_Your assignment_
Give again, unaltered, the lines of the listing below that run from the line having "thumb cmc: (321, 312)" through the line having "index tip: (310, 198)".
--- Input data ---
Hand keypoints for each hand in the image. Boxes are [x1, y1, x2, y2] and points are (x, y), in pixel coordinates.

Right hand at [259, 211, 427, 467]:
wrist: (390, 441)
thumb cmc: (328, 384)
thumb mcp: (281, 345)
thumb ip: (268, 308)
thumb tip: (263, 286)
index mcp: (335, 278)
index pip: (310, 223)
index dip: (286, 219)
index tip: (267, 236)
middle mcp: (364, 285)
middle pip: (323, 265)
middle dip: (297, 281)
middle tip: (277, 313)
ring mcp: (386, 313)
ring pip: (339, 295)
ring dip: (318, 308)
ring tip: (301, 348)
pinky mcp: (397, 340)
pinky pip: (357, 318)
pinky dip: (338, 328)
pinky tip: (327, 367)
---
--- Input data ---
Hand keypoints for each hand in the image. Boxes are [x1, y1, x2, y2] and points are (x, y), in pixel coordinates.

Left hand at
---
--- Input data ---
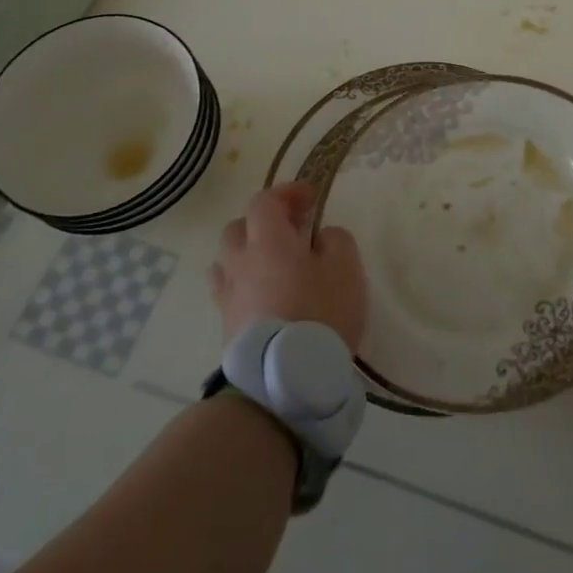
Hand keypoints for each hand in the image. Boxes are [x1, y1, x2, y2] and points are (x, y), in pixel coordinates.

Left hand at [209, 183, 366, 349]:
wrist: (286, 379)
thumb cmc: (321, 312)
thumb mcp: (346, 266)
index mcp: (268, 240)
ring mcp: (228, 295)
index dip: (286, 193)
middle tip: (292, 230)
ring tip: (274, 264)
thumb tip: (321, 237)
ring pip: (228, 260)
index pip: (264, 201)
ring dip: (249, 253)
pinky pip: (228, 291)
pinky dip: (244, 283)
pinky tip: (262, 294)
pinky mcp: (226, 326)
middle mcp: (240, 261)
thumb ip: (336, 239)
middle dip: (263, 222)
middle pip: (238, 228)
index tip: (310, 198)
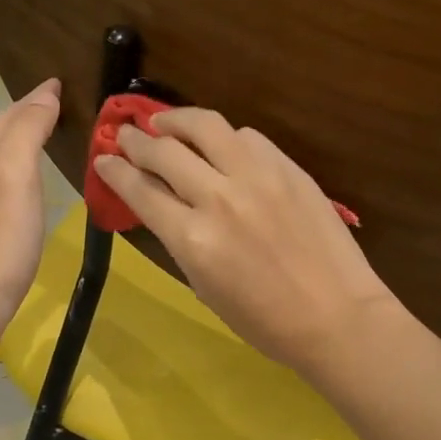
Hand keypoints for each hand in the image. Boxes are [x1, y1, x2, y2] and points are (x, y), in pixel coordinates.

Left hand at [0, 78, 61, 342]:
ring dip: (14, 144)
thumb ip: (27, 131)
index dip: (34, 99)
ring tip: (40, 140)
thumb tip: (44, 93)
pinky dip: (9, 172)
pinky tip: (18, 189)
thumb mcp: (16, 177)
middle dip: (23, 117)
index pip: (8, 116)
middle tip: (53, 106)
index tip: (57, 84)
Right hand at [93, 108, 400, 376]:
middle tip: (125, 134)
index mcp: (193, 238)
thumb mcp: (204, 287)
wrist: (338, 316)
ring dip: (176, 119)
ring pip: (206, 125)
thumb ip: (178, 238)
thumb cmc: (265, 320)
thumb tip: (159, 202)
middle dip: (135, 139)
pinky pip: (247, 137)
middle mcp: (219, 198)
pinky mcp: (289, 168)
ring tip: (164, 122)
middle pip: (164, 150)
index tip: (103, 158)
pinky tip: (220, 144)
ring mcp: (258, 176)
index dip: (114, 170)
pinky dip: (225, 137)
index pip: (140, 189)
---
_Solution to this task_
thumb cmc: (321, 312)
thumb mcp: (346, 266)
index mcp: (268, 240)
ring mcp: (228, 295)
index dip: (286, 193)
middle tip: (292, 230)
ring tip: (274, 264)
thumb tip: (321, 237)
ring pip: (228, 260)
index pip: (264, 201)
ring dip: (249, 253)
pinky pip: (228, 291)
pinky dip: (244, 283)
pinky tip: (262, 294)
pinky mcp: (226, 326)
middle mcp: (240, 261)
thumb ip: (336, 239)
middle dip: (263, 222)
middle pip: (238, 228)
index tip: (310, 198)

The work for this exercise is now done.